───── SUPPLIED DATA
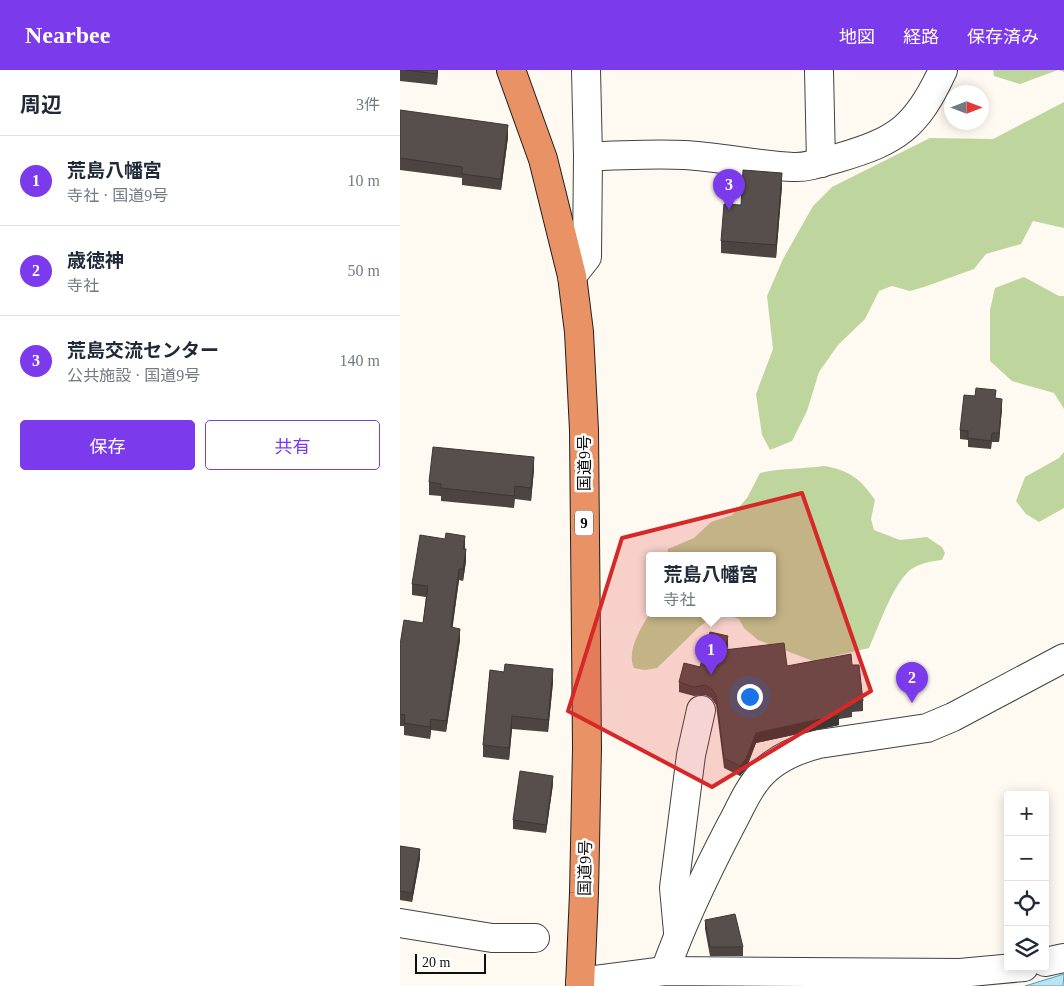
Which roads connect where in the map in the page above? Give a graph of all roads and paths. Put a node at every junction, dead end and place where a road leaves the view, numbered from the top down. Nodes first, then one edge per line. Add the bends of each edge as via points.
1 (511, 70) edge
2 (586, 70) edge
3 (819, 70) edge
4 (943, 70) edge
5 (588, 156) junction
6 (821, 162) junction
7 (572, 276) junction
8 (1064, 658) edge
9 (700, 710) dead end
10 (400, 924) edge
11 (678, 932) junction
12 (535, 938) dead end
13 (1064, 958) edge
14 (1049, 961) edge
15 (665, 971) junction
16 (1005, 971) edge
17 (961, 980) edge
18 (580, 984) edge

1 - 7 highway, 国道9号 / 9 via 543,159
2 - 5 street
3 - 6 street
4 - 6 street via 931,97 911,124 890,140 868,150
5 - 6 street via 683,155 796,168
5 - 7 street via 587,257
7 - 18 highway, 国道9号 / 9 via 579,332 584,430 587,748
8 - 11 street via 927,728 819,744 796,751 775,763 755,782
9 - 11 street via 674,888
10 - 12 street via 492,938
11 - 15 street
13 - 14 street
15 - 17 street
15 - 18 street
16 - 17 street

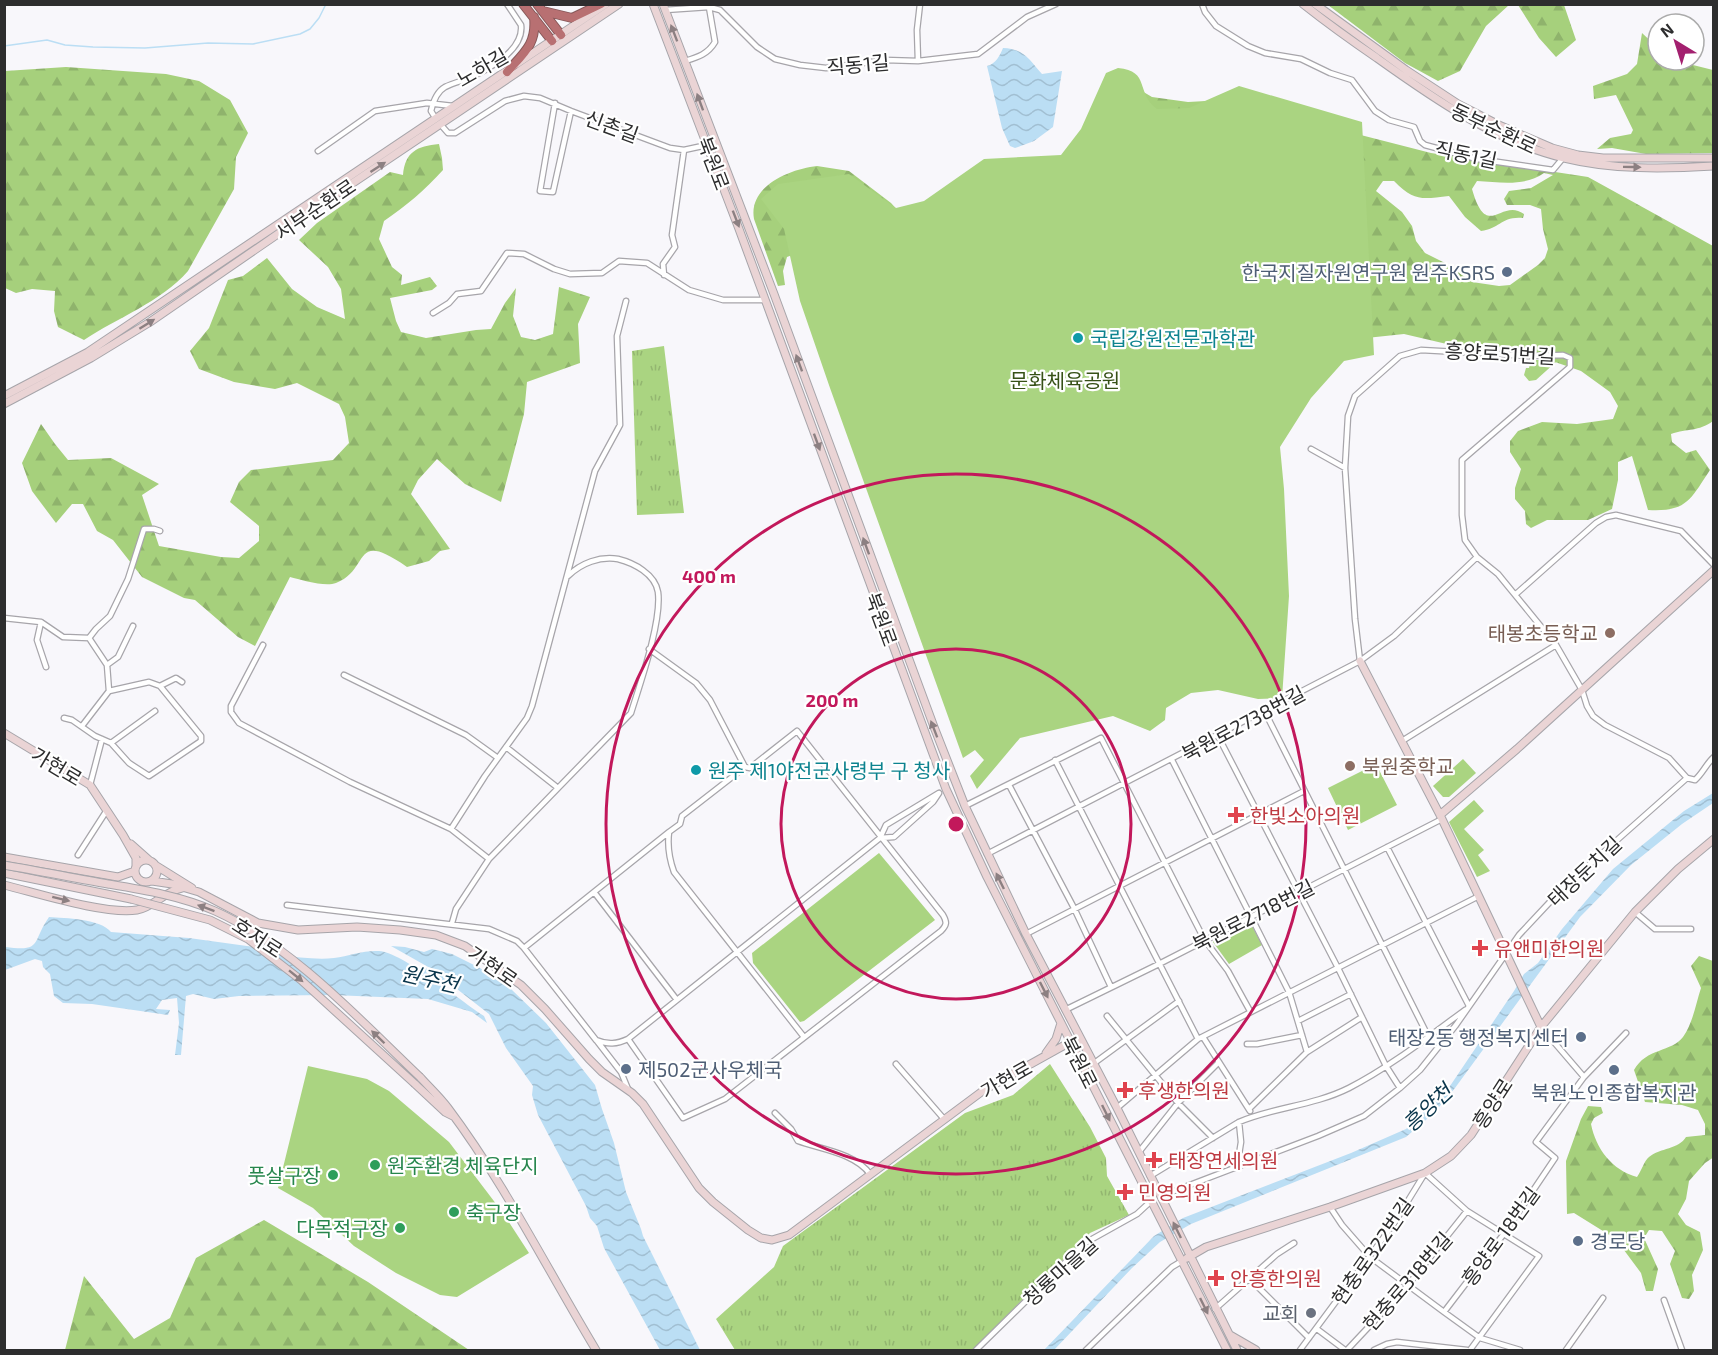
──────────
- _YOUR TASK_
Except for the pictures, please retype the listing above exactly.

- _COMPLETED EXERCISE_
Which roads connect where in the map in the page above? Give a graph of all roads and paths. Put a node at every junction, dead end and place where a road leaves the view, numbered from the top down. Nodes first, then one edge per line. Add the bends of each edge as via points.
1 (511, 70) edge
2 (586, 70) edge
3 (819, 70) edge
4 (943, 70) edge
5 (588, 156) junction
6 (821, 162) junction
7 (572, 276) junction
8 (1064, 658) edge
9 (700, 710) dead end
10 (400, 924) edge
11 (678, 932) junction
12 (535, 938) dead end
13 (1064, 958) edge
14 (1049, 961) edge
15 (665, 971) junction
16 (1005, 971) edge
17 (961, 980) edge
18 (580, 984) edge

1 - 7 highway, 国道9号 / 9 via 543,159
2 - 5 street
3 - 6 street
4 - 6 street via 931,97 911,124 890,140 868,150
5 - 6 street via 683,155 796,168
5 - 7 street via 587,257
7 - 18 highway, 国道9号 / 9 via 579,332 584,430 587,748
8 - 11 street via 927,728 819,744 796,751 775,763 755,782
9 - 11 street via 674,888
10 - 12 street via 492,938
11 - 15 street
13 - 14 street
15 - 17 street
15 - 18 street
16 - 17 street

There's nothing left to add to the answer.